__Exercise description__
Repeat the data below exactly, with every entry included.

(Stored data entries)
Start of Block
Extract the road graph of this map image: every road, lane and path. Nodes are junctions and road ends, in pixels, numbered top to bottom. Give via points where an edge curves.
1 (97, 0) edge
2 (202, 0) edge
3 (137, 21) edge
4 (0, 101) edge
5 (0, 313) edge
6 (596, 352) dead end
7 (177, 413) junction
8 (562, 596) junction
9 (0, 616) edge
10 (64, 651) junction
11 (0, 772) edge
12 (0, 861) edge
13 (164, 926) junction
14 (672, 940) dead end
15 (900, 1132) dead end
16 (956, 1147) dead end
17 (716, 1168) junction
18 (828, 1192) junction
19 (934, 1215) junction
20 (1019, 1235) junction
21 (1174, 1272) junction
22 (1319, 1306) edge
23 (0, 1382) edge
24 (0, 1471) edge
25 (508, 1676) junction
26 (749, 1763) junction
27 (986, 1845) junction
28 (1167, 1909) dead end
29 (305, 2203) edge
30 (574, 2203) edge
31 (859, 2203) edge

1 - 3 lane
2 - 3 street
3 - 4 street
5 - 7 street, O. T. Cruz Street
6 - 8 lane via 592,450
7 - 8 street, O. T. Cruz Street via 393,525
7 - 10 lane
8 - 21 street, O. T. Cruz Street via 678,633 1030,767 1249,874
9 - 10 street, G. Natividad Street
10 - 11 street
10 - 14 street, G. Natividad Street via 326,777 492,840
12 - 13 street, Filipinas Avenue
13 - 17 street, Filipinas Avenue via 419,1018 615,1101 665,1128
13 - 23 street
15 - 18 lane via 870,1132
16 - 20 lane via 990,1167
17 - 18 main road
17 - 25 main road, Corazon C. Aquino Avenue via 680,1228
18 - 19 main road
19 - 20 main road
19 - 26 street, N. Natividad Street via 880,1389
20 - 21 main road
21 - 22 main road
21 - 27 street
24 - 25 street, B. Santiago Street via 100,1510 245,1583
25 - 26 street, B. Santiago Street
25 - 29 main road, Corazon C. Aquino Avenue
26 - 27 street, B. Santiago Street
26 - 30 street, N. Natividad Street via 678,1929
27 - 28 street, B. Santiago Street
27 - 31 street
End of Block
__Task solution__
Extract the road graph of this map image: every road, lane and path. Nodes are junctions and road ends, in pixels, numbered top to bottom. Give via points where an edge curves.
1 (97, 0) edge
2 (202, 0) edge
3 (137, 21) edge
4 (0, 101) edge
5 (0, 313) edge
6 (596, 352) dead end
7 (177, 413) junction
8 (562, 596) junction
9 (0, 616) edge
10 (64, 651) junction
11 (0, 772) edge
12 (0, 861) edge
13 (164, 926) junction
14 (672, 940) dead end
15 (900, 1132) dead end
16 (956, 1147) dead end
17 (716, 1168) junction
18 (828, 1192) junction
19 (934, 1215) junction
20 (1019, 1235) junction
21 (1174, 1272) junction
22 (1319, 1306) edge
23 (0, 1382) edge
24 (0, 1471) edge
25 (508, 1676) junction
26 (749, 1763) junction
27 (986, 1845) junction
28 (1167, 1909) dead end
29 (305, 2203) edge
30 (574, 2203) edge
31 (859, 2203) edge

1 - 3 lane
2 - 3 street
3 - 4 street
5 - 7 street, O. T. Cruz Street
6 - 8 lane via 592,450
7 - 8 street, O. T. Cruz Street via 393,525
7 - 10 lane
8 - 21 street, O. T. Cruz Street via 678,633 1030,767 1249,874
9 - 10 street, G. Natividad Street
10 - 11 street
10 - 14 street, G. Natividad Street via 326,777 492,840
12 - 13 street, Filipinas Avenue
13 - 17 street, Filipinas Avenue via 419,1018 615,1101 665,1128
13 - 23 street
15 - 18 lane via 870,1132
16 - 20 lane via 990,1167
17 - 18 main road
17 - 25 main road, Corazon C. Aquino Avenue via 680,1228
18 - 19 main road
19 - 20 main road
19 - 26 street, N. Natividad Street via 880,1389
20 - 21 main road
21 - 22 main road
21 - 27 street
24 - 25 street, B. Santiago Street via 100,1510 245,1583
25 - 26 street, B. Santiago Street
25 - 29 main road, Corazon C. Aquino Avenue
26 - 27 street, B. Santiago Street
26 - 30 street, N. Natividad Street via 678,1929
27 - 28 street, B. Santiago Street
27 - 31 street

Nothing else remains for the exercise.